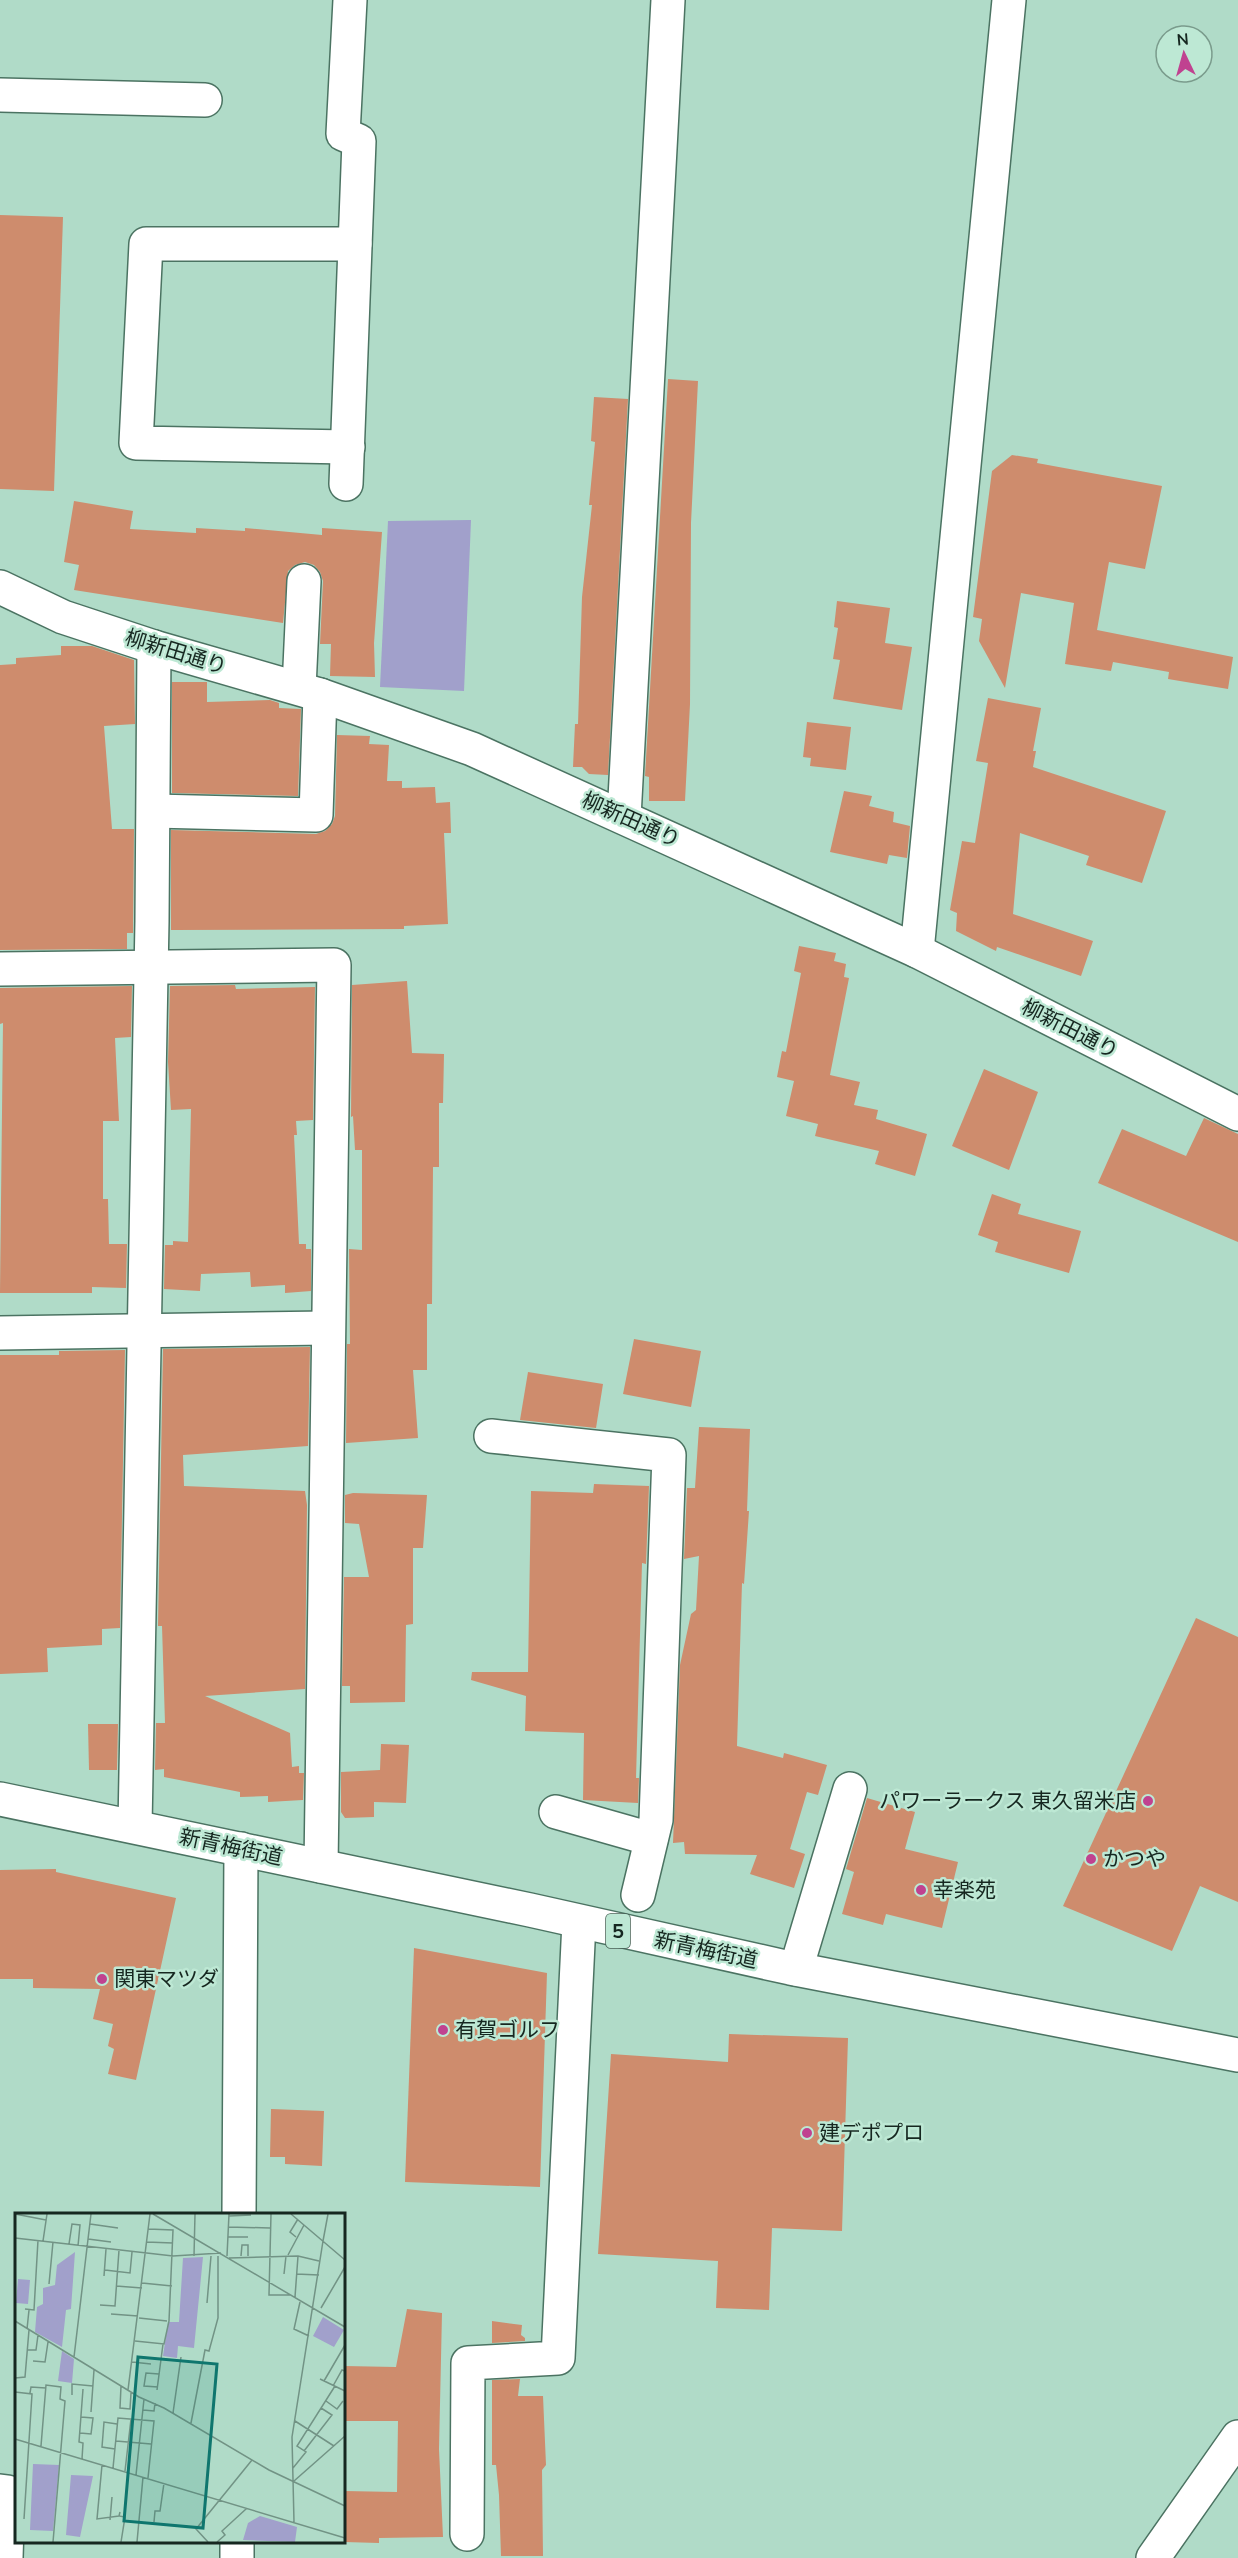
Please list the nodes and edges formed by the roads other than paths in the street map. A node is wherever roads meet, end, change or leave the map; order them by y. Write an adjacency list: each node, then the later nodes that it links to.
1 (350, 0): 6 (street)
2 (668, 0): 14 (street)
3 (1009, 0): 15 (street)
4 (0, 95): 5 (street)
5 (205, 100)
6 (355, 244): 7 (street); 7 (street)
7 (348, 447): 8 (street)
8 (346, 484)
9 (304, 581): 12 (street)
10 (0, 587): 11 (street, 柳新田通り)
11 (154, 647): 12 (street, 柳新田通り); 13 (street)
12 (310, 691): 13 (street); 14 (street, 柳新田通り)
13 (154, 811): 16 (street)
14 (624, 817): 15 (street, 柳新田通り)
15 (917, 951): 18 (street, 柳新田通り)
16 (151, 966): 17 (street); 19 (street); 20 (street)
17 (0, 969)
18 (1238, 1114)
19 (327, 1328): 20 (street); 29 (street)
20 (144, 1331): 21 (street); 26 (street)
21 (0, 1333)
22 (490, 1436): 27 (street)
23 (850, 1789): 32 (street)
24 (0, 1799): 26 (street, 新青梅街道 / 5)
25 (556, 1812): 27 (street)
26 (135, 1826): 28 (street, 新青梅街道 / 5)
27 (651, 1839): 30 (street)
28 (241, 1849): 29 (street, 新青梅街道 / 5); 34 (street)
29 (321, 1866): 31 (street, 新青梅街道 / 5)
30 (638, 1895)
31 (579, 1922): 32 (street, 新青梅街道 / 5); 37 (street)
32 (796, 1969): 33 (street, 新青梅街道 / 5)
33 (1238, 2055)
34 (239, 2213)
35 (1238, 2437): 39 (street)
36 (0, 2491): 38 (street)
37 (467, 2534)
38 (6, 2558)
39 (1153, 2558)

[DIRECTIONS FOR THIS TASK] Omit the pictures. Output every record above word for word.

[YOUR RESPONSE]
Please list the nodes and edges formed by the roads other than paths in the street map. A node is wherever roads meet, end, change or leave the map; order them by y. Write an adjacency list: each node, then the later nodes that it links to.
1 (350, 0): 6 (street)
2 (668, 0): 14 (street)
3 (1009, 0): 15 (street)
4 (0, 95): 5 (street)
5 (205, 100)
6 (355, 244): 7 (street); 7 (street)
7 (348, 447): 8 (street)
8 (346, 484)
9 (304, 581): 12 (street)
10 (0, 587): 11 (street, 柳新田通り)
11 (154, 647): 12 (street, 柳新田通り); 13 (street)
12 (310, 691): 13 (street); 14 (street, 柳新田通り)
13 (154, 811): 16 (street)
14 (624, 817): 15 (street, 柳新田通り)
15 (917, 951): 18 (street, 柳新田通り)
16 (151, 966): 17 (street); 19 (street); 20 (street)
17 (0, 969)
18 (1238, 1114)
19 (327, 1328): 20 (street); 29 (street)
20 (144, 1331): 21 (street); 26 (street)
21 (0, 1333)
22 (490, 1436): 27 (street)
23 (850, 1789): 32 (street)
24 (0, 1799): 26 (street, 新青梅街道 / 5)
25 (556, 1812): 27 (street)
26 (135, 1826): 28 (street, 新青梅街道 / 5)
27 (651, 1839): 30 (street)
28 (241, 1849): 29 (street, 新青梅街道 / 5); 34 (street)
29 (321, 1866): 31 (street, 新青梅街道 / 5)
30 (638, 1895)
31 (579, 1922): 32 (street, 新青梅街道 / 5); 37 (street)
32 (796, 1969): 33 (street, 新青梅街道 / 5)
33 (1238, 2055)
34 (239, 2213)
35 (1238, 2437): 39 (street)
36 (0, 2491): 38 (street)
37 (467, 2534)
38 (6, 2558)
39 (1153, 2558)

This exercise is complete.